(DIRECTIONS FOR THIS TASK) Output all of the material exactly; leave out no line.

***

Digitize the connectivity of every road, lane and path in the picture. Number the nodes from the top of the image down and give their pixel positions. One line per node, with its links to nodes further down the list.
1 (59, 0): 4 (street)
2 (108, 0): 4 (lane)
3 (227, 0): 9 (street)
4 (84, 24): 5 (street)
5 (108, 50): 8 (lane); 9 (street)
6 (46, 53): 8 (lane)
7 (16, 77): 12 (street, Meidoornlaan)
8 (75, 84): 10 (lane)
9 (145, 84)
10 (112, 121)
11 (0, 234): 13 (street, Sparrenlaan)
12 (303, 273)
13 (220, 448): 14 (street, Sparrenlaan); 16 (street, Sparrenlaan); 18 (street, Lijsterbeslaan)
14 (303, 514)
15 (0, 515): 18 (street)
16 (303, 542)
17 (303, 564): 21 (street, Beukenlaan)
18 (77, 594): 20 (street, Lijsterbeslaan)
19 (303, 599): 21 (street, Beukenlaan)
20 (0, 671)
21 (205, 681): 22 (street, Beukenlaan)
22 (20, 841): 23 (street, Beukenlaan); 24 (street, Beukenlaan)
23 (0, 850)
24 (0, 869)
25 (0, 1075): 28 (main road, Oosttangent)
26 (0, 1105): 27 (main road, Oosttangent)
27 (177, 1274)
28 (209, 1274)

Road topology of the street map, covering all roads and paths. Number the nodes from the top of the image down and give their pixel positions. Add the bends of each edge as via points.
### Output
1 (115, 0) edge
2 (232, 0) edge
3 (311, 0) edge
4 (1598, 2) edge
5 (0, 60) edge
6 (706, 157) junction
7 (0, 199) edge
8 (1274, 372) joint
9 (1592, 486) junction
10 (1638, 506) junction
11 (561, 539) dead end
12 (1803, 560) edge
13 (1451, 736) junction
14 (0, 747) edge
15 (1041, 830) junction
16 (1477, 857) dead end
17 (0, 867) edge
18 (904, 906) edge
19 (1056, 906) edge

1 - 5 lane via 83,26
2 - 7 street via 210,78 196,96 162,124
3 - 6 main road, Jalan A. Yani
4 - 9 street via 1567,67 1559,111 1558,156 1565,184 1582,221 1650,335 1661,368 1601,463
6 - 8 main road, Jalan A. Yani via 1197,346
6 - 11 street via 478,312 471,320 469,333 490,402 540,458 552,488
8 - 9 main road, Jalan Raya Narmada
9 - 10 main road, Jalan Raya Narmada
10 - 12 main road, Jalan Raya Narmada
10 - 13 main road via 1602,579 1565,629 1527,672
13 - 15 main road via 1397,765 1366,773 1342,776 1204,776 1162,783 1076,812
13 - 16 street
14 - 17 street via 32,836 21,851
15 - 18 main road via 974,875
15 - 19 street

***

(ANSWER TO THIS EXERCISE)
Digitize the connectivity of every road, lane and path in the picture. Number the nodes from the top of the image down and give their pixel positions. One line per node, with its links to nodes further down the list.
1 (59, 0): 4 (street)
2 (108, 0): 4 (lane)
3 (227, 0): 9 (street)
4 (84, 24): 5 (street)
5 (108, 50): 8 (lane); 9 (street)
6 (46, 53): 8 (lane)
7 (16, 77): 12 (street, Meidoornlaan)
8 (75, 84): 10 (lane)
9 (145, 84)
10 (112, 121)
11 (0, 234): 13 (street, Sparrenlaan)
12 (303, 273)
13 (220, 448): 14 (street, Sparrenlaan); 16 (street, Sparrenlaan); 18 (street, Lijsterbeslaan)
14 (303, 514)
15 (0, 515): 18 (street)
16 (303, 542)
17 (303, 564): 21 (street, Beukenlaan)
18 (77, 594): 20 (street, Lijsterbeslaan)
19 (303, 599): 21 (street, Beukenlaan)
20 (0, 671)
21 (205, 681): 22 (street, Beukenlaan)
22 (20, 841): 23 (street, Beukenlaan); 24 (street, Beukenlaan)
23 (0, 850)
24 (0, 869)
25 (0, 1075): 28 (main road, Oosttangent)
26 (0, 1105): 27 (main road, Oosttangent)
27 (177, 1274)
28 (209, 1274)

Road topology of the street map, covering all roads and paths. Number the nodes from the top of the image down and give their pixel positions. Add the bends of each edge as via points.
### Output
1 (115, 0) edge
2 (232, 0) edge
3 (311, 0) edge
4 (1598, 2) edge
5 (0, 60) edge
6 (706, 157) junction
7 (0, 199) edge
8 (1274, 372) joint
9 (1592, 486) junction
10 (1638, 506) junction
11 (561, 539) dead end
12 (1803, 560) edge
13 (1451, 736) junction
14 (0, 747) edge
15 (1041, 830) junction
16 (1477, 857) dead end
17 (0, 867) edge
18 (904, 906) edge
19 (1056, 906) edge

1 - 5 lane via 83,26
2 - 7 street via 210,78 196,96 162,124
3 - 6 main road, Jalan A. Yani
4 - 9 street via 1567,67 1559,111 1558,156 1565,184 1582,221 1650,335 1661,368 1601,463
6 - 8 main road, Jalan A. Yani via 1197,346
6 - 11 street via 478,312 471,320 469,333 490,402 540,458 552,488
8 - 9 main road, Jalan Raya Narmada
9 - 10 main road, Jalan Raya Narmada
10 - 12 main road, Jalan Raya Narmada
10 - 13 main road via 1602,579 1565,629 1527,672
13 - 15 main road via 1397,765 1366,773 1342,776 1204,776 1162,783 1076,812
13 - 16 street
14 - 17 street via 32,836 21,851
15 - 18 main road via 974,875
15 - 19 street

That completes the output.